REPUBLIKA.CO.ID, JAKARTA -- Partai Keadilan sejahtera (PKS) dikabarkan akan meninggalkan koalisi sekretariat gabungan (setgab) partai pendukung pemerintah.
"Usulan memang ada. Sampai hari ini ga ada pembicaraan keluar atau ga keluar,itu bisa terjadi kapan saja," kata Wasekjen PKS, Mahfudz Siddiq di Komplek Parlemen Senayan, Jakarta, Kamis (23/5).
Menurut dia, Majelis Syuro PKS belum membahas secara spesifik mengenai kemungkinan keluar darikoalisi. PKS lebih fokus pada persoalan kekinian yang kini tengah dihadapi. Bagaimana menyikapi perkembangan isu-isu aktual yang diprediksi mempunyai imbas terrhadap PKS sebagai sebuah institusi.
Seperti kasus hukum yang dialami mantan presiden PKS, Luthfi Hasan Ishaq. Meski PKS telah menyerahkan sepenuhnya kasus tersebut paad tim kuas hukum partai. Tetapi tidak dapat dipungkiri banyak hal yang harus direspon seluruh kader PKS.
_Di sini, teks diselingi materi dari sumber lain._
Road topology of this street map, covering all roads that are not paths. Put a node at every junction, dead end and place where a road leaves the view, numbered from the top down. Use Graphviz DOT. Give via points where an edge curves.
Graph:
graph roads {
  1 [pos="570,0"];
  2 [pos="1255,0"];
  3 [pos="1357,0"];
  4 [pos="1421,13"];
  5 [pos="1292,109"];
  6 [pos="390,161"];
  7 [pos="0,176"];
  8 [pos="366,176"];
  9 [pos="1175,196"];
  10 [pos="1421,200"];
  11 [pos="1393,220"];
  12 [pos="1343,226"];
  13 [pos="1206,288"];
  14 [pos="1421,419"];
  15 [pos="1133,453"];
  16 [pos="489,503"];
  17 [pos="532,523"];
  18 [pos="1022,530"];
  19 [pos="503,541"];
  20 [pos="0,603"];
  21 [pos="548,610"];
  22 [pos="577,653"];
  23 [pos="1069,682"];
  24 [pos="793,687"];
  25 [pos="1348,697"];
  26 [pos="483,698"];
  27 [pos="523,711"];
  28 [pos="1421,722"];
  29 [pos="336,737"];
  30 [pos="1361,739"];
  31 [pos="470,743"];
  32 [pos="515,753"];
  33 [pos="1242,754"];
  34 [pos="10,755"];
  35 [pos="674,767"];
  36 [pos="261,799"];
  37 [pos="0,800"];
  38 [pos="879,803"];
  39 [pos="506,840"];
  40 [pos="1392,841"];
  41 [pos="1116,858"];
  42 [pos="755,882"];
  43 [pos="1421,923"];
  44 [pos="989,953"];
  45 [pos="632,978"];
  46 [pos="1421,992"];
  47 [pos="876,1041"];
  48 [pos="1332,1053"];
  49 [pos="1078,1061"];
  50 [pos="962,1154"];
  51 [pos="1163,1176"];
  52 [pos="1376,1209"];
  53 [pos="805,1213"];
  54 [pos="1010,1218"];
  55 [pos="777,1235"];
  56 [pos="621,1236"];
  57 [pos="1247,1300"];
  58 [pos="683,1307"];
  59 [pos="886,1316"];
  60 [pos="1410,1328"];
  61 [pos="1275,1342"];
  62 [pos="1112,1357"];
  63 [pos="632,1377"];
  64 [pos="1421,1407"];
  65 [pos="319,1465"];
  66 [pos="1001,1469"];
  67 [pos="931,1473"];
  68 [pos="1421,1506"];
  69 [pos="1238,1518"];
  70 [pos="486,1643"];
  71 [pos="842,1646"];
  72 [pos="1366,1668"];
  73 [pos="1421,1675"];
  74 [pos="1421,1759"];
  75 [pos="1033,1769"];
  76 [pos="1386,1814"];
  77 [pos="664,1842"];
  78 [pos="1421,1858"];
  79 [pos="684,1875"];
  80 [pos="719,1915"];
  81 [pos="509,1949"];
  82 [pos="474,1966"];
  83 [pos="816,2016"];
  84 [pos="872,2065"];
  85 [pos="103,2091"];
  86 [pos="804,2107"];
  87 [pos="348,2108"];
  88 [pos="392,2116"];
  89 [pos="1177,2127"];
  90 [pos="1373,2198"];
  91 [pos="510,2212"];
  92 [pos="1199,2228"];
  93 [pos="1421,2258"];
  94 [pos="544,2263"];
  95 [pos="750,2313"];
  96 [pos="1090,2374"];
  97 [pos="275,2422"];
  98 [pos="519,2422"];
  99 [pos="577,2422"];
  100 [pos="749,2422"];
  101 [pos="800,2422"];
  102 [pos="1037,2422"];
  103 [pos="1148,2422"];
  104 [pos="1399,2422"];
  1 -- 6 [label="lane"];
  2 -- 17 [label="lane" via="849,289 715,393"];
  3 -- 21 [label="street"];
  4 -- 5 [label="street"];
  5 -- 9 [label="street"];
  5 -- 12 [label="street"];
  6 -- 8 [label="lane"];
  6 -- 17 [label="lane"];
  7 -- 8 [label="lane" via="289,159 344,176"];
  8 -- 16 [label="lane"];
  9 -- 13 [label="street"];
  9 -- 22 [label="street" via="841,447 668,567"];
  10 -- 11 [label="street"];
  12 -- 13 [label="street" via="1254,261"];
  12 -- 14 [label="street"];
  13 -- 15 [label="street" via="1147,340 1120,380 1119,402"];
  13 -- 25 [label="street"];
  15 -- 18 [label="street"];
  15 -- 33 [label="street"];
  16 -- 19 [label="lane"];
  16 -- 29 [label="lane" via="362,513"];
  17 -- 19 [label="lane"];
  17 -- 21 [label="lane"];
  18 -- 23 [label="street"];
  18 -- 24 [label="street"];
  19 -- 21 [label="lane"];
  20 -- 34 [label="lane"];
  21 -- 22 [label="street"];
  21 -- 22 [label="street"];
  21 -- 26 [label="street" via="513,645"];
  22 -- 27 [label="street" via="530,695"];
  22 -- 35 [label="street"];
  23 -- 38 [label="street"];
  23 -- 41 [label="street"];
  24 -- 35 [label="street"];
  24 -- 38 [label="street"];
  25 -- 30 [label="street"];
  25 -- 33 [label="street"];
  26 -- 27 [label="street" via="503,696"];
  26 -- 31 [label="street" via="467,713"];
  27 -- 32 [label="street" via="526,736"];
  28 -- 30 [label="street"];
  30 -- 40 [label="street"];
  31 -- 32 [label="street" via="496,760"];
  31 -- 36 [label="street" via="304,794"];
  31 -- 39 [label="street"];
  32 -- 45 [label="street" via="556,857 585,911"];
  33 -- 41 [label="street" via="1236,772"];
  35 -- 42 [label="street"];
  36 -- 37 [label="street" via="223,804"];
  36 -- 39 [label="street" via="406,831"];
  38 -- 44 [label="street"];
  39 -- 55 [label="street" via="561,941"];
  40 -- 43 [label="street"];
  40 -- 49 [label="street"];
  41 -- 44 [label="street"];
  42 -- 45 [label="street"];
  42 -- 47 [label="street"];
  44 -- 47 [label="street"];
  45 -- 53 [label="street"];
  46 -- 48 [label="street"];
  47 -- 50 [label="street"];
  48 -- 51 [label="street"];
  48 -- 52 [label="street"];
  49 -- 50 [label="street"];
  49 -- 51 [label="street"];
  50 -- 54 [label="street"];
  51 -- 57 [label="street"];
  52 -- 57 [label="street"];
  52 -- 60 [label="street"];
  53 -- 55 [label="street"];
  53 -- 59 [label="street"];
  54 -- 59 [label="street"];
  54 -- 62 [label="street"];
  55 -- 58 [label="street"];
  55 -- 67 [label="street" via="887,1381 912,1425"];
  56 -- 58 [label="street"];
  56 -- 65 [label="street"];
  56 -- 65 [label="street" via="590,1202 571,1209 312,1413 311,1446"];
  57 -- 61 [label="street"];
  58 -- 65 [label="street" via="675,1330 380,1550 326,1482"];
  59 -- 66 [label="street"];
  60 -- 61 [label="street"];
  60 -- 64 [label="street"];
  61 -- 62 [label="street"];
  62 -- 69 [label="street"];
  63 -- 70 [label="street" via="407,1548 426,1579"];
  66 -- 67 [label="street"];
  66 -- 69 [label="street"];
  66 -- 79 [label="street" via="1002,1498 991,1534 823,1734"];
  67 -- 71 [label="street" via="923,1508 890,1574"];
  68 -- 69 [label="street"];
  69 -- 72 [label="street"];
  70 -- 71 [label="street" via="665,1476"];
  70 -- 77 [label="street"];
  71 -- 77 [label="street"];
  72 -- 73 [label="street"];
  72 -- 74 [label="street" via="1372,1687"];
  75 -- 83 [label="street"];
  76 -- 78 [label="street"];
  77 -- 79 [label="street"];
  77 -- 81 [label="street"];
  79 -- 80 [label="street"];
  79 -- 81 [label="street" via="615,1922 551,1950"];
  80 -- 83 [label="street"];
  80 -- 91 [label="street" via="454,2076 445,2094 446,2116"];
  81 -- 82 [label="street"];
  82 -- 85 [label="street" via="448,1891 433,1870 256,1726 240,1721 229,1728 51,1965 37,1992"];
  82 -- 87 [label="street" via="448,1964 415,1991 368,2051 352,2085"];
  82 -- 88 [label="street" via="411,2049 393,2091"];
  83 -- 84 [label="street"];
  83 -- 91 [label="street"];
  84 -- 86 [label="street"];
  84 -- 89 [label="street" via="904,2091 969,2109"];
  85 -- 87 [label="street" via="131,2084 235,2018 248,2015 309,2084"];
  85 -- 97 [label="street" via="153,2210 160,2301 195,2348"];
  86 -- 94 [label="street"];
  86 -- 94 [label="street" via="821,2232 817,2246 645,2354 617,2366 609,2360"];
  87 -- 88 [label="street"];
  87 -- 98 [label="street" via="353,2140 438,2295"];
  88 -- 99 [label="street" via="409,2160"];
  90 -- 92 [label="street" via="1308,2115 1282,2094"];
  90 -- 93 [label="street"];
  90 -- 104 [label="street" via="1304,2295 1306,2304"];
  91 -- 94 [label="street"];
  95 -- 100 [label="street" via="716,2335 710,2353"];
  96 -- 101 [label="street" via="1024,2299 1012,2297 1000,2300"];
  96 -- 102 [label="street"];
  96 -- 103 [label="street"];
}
"ini kan banyak suara-suara yang mendorong KPK. Untuk menggiring kasus ini pada keterlibatan institusi," ujar Ketua Komisi I DPR tersebut.
Bertahan atau tidak dalam koalisi, menurut Mahfudz bukan menyangkut soal nyaman atau tidak nyaman. Namun, catatan PKS selama ini kebijakan-kebijakan pemerintah hanya menguntungkan kepentingan penguasa.
Misalnya dalam menyikapi rencaan kenaikan harga bahan bakar minyak (BBM). Menurut dia, pemerintah sekarang menggunakan pola baru terkait rencana kenaikan BBM. Dengan mendahulukan pembahasan mengenai skema bantuan langsung sementara masyarakat (BLSM).
Mahfudz menduga skema itu untuk menggiring partai-partai di DPR, sehingga terjebak pada pilihan setuju atau tidak setuju dengan BLSM. Ketika anggota koalisi diminta untuk mendukung rencana kenaikan BBM, usulan dan masukan anggota koalisi menurutnya tidak ditindaklanjuti.
"Kami tidak mendapat respon positif terhadap usulan-usulan yang sebenarnya bisa memberikan solusi komprehensif," ungkapnya.